Mohammed Nasim was attacked on 12 September in the same place where Saber Hossain Chowdhury had been beaten a few days earlier. Nasim was beaten with rifle butts and iron rods. He was hit on the arm, head and back, and went into a coma. Doctors have declared his condition as critical.

According to eyewitnesses, none of these individuals were acting violently and they posed no threat to the police. They are believed to have been specifically targeted because of their leading role in the Awami League party.

An eyewitness told Amnesty International: “police surrounded us and began beating Saber. We told them who he was and that he had not done anything, but they became furious and beat him more severely until he fell unconscious”.

According to reports, the police attacked these individuals in a specific and targeted manner. They were surrounded by police officers and were not able or allowed to disperse. They were then subjected to severe beatings.

In Amnesty International’s view, these attacks on persons under police control when they were not resisting the police in any way amount to torture or other cruel, inhuman or degrading treatment. Amnesty International condemns these attacks. The organization is urging the Government of Bangladesh to set up an independent, impartial and competent body to investigate the attacks. Such investigation should identify the police personnel who carried out the attacks and the senior police officials under whose command the attacks took place. Its remit should also be expanded to identify any other government connivance in these attacks.

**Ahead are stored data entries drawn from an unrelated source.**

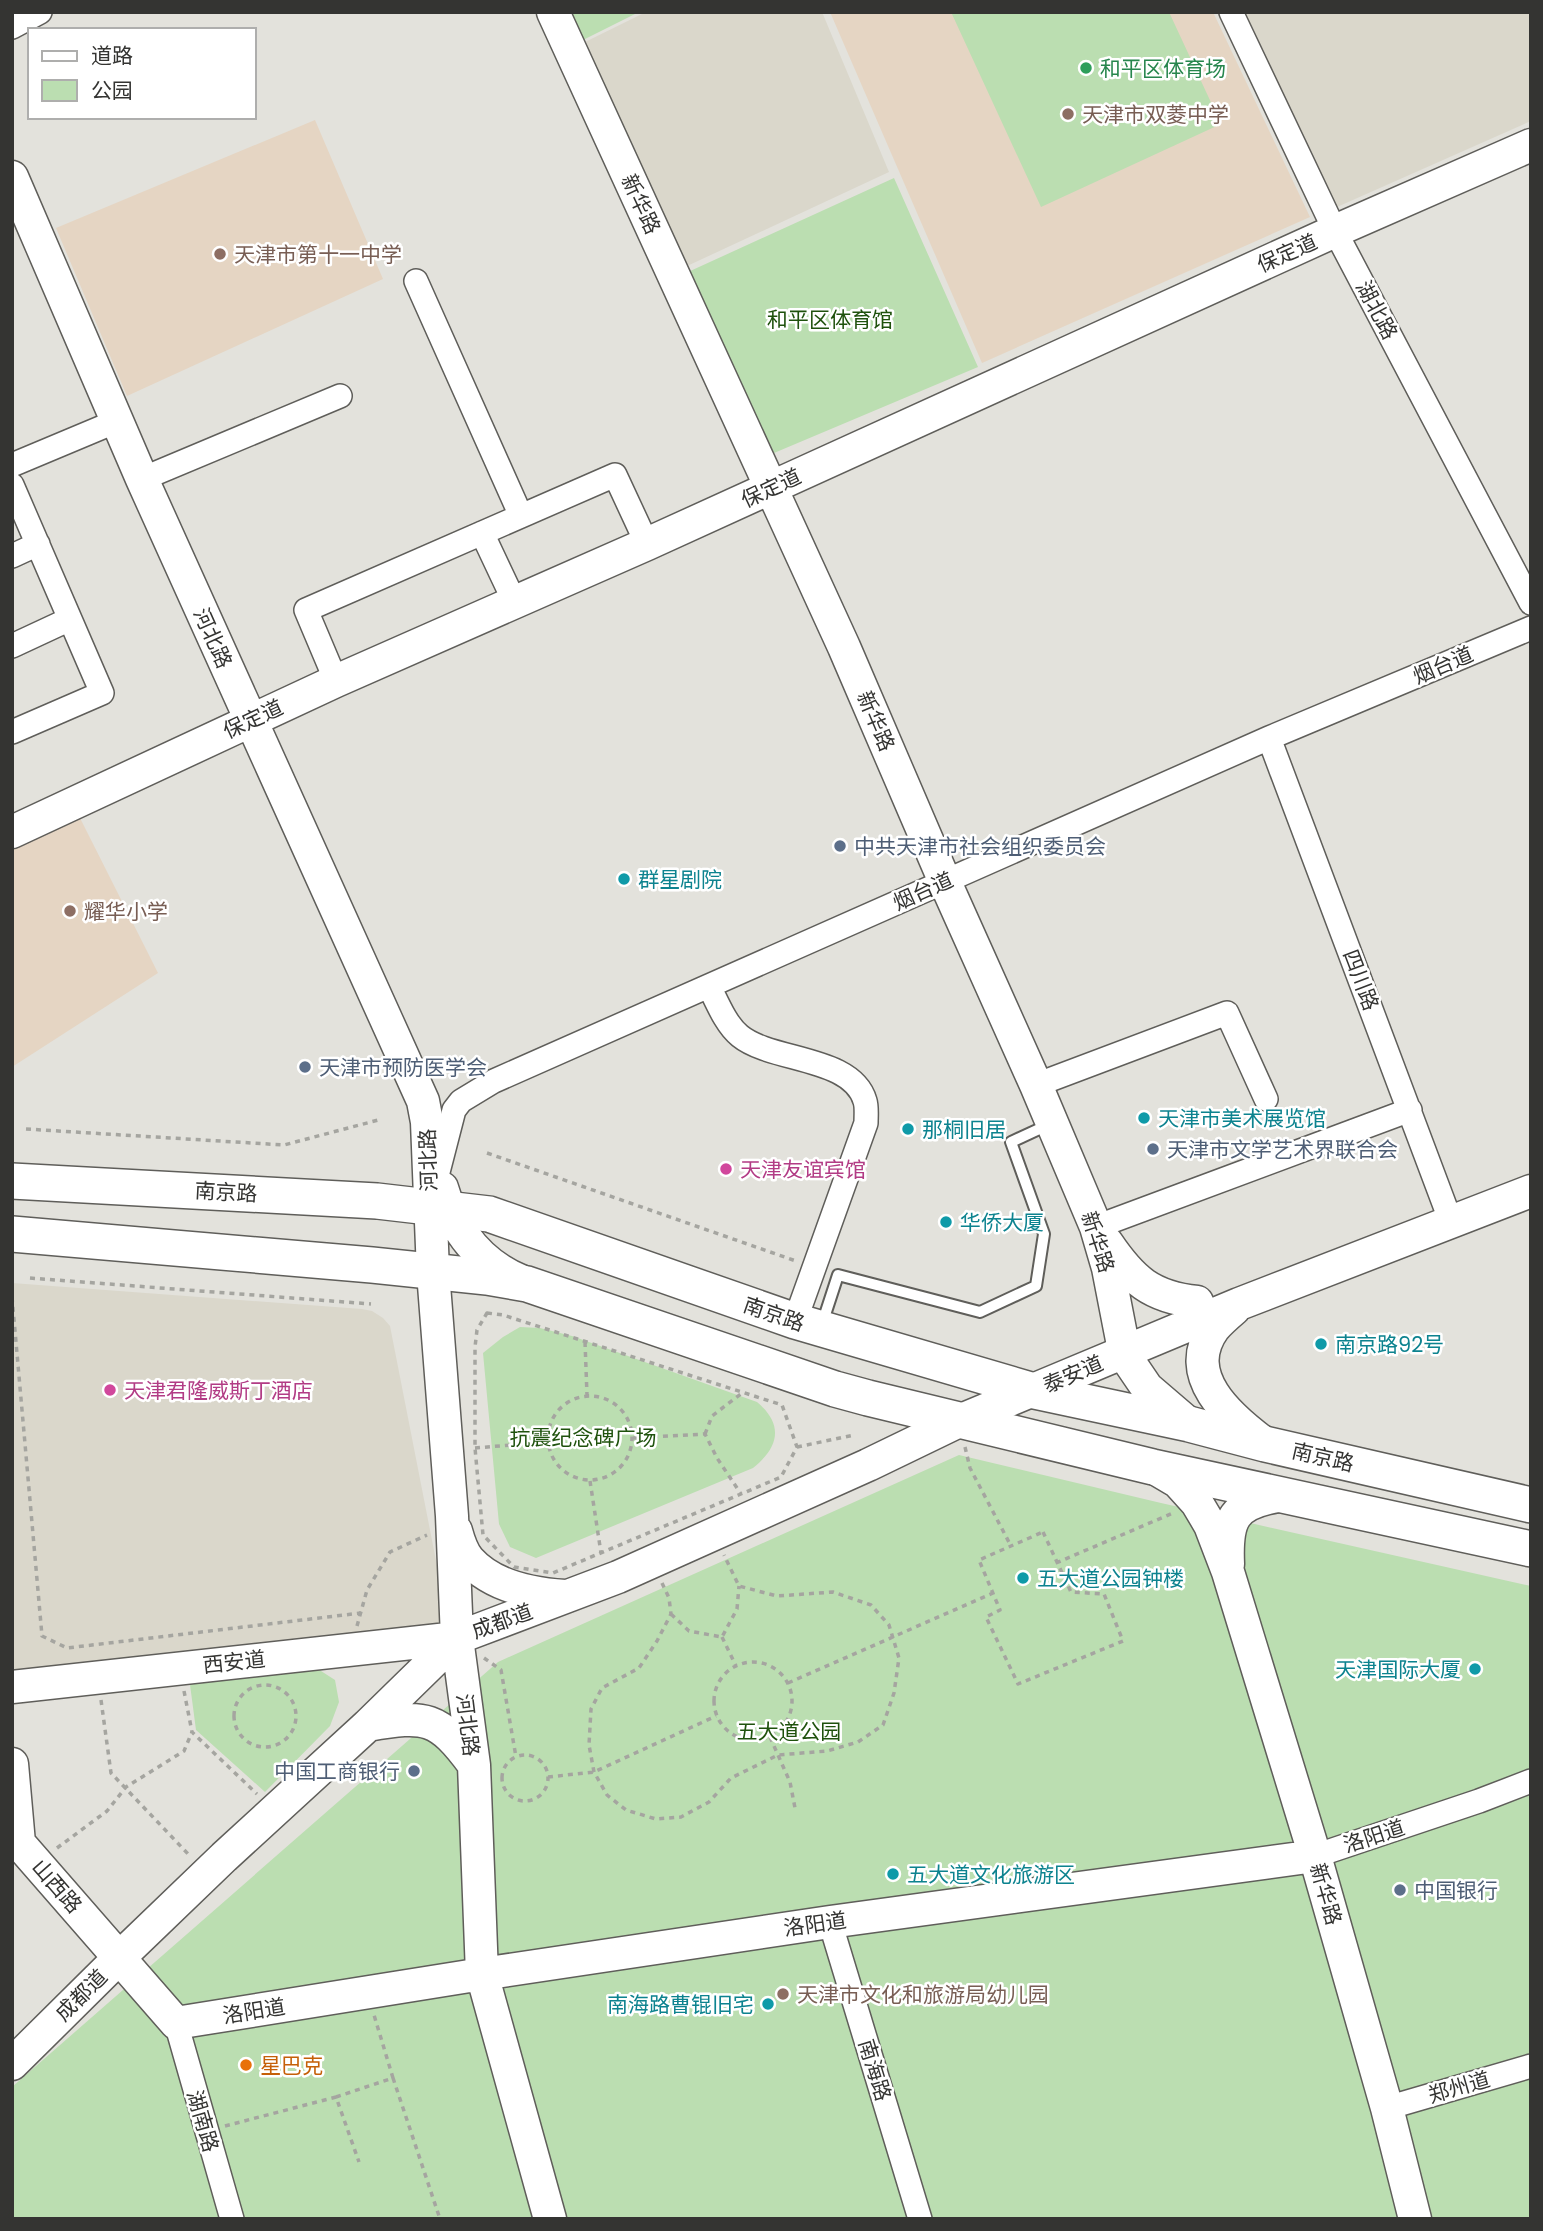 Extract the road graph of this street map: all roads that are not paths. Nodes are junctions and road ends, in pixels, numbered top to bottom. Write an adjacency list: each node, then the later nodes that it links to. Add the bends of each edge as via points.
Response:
1 (40, 12): 4 (street)
2 (553, 12): 14 (street, 新华路)
3 (1231, 12): 7 (street, 湖北路)
4 (12, 27)
5 (1531, 145): 7 (street, 保定道)
6 (12, 177): 10 (street, 河北路)
7 (1335, 231): 14 (street, 保定道); 21 (street, 湖北路)
8 (416, 281): 15 (street)
9 (340, 396): 12 (street)
10 (117, 421): 11 (street); 12 (street, 河北路)
11 (12, 465)
12 (142, 480): 26 (street, 河北路)
13 (12, 485): 17 (street)
14 (772, 487): 18 (street, 保定道); 30 (street, 新华路)
15 (521, 516): 16 (street); 18 (street, via 615,475)
16 (482, 533): 20 (street); 25 (street, via 306,610)
17 (38, 544): 19 (street); 22 (street)
18 (647, 544): 20 (street, 保定道)
19 (12, 556)
20 (515, 603): 25 (street, 保定道)
21 (1531, 603)
22 (71, 619): 24 (street); 27 (street, via 102,693)
23 (1531, 628): 28 (street, 烟台道)
24 (12, 646)
25 (336, 681): 26 (street, 保定道)
26 (250, 720): 29 (street, 保定道); 35 (street, 河北路)
27 (12, 732)
28 (1269, 738): 30 (street, 烟台道); 34 (street, 四川路)
29 (12, 832)
30 (945, 881): 31 (street, 烟台道); 32 (street, 新华路)
31 (709, 986): 35 (street, 烟台道, via 494,1081 461,1101); 48 (street, via 738,1035 836,1070 855,1084 865,1101 866,1123 813,1267)
32 (1036, 1085): 33 (street, via 1227,1013); 36 (street, 新华路)
33 (1266, 1099)
34 (1410, 1110): 41 (street, 四川路); 42 (street)
35 (438, 1123): 40 (street, 河北路); 40 (street)
36 (1052, 1123): 42 (street, 新华路); 48 (lane, via 1011,1142 1044,1234 1036,1286 980,1312 838,1275)
37 (1531, 1172): 41 (street, 泰安道)
38 (12, 1181): 40 (main road, 南京路, via 377,1201)
39 (1531, 1191): 41 (street, 泰安道)
40 (440, 1209): 44 (street, 河北路); 45 (street, via 475,1251 499,1271); 48 (main road, 南京路, via 489,1214)
41 (1448, 1214): 46 (street, 泰安道); 47 (street, 泰安道)
42 (1096, 1227): 46 (street, via 1144,1285 1175,1300); 49 (street, 新华路)
43 (12, 1234): 44 (main road)
44 (433, 1272): 45 (main road); 57 (street, 河北路)
45 (527, 1284): 51 (main road, via 835,1389)
46 (1197, 1302): 49 (street, 泰安道)
47 (1239, 1304): 49 (street, 泰安道); 53 (street, via 1208,1339 1206,1381 1223,1408)
48 (807, 1325): 50 (main road, 南京路)
49 (1121, 1334): 50 (street, 泰安道); 50 (street, via 1111,1324 1103,1336); 52 (street, 新华路, via 1135,1373)
50 (1034, 1391): 51 (street, 成都道); 52 (main road, 南京路)
51 (959, 1421): 54 (main road); 60 (street, 成都道)
52 (1189, 1424): 53 (main road, 南京路)
53 (1265, 1444): 56 (main road, 南京路)
54 (1153, 1467): 55 (main road); 59 (street, 新华路, via 1178,1482 1197,1503)
55 (1278, 1496): 58 (main road); 59 (street, 新华路, via 1251,1502 1233,1516 1227,1542)
56 (1531, 1505)
57 (441, 1525): 60 (street, via 470,1561 500,1581 543,1594); 61 (street, 河北路)
58 (1531, 1549)
59 (1228, 1572): 67 (street, 新华路)
60 (572, 1596): 61 (street, 成都道)
61 (457, 1638): 62 (street, 西安道); 63 (street, 成都道); 65 (street, 河北路)
62 (12, 1687)
63 (368, 1725): 65 (street, via 401,1719 426,1721 445,1732); 69 (street, 成都道)
64 (12, 1764): 69 (street, 山西路, via 19,1843)
65 (474, 1765): 70 (street, 河北路)
66 (1531, 1782): 67 (street, 洛阳道)
67 (1315, 1856): 68 (street, 洛阳道); 74 (street, 新华路)
68 (830, 1922): 70 (street, 洛阳道); 77 (street, 南海路)
69 (120, 1957): 71 (street); 72 (street, 成都道)
70 (482, 1974): 71 (street, 洛阳道); 76 (street, 河北路)
71 (176, 2023): 75 (street, 湖南路)
72 (12, 2064)
73 (1531, 2066): 74 (street, 郑州道)
74 (1387, 2108): 78 (street, 新华路)
75 (232, 2219)
76 (550, 2219)
77 (920, 2219)
78 (1415, 2219)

Those identified as perpetrators of these attacks should be brought to justice without delay in proceedings which meet international standards of fairness.

Amnesty International is also urging the Government of Bangladesh to ensure the safety and security of opposition leaders and activists taking part in rallies and demonstrations. Under no circumstances should the government allow law enforcement personnel to use excessive force or subject demonstrators to torture or other cruel, inhuman or degrading treatment.

BackgroundPolice attack on demonstrators started during recent opposition rallies and marches towards the offices of the Election Commission and the Prime Minister’s Office to press demands for electoral reform. The opposition considers the Election Commission (which is to conduct the forthcoming general elections) and the coming caretaker government (which is to oversee the elections) to be biased towards the ruling coalition. Opposition parties have been calling for a change of the Election Commissioner and the head of the caretaker government, demands that the government has rejected. Some of the demonstrators reportedly pushed through the security barriers erected by the police and were involved in clashes with the police. Hundreds of such demonstrators as well as several police officers have reportedly been injured.

The tenure of the present government comes to an end in October 2006. A caretaker government is expected to take office in November, and elections to the new parliament are to take place in January 2007.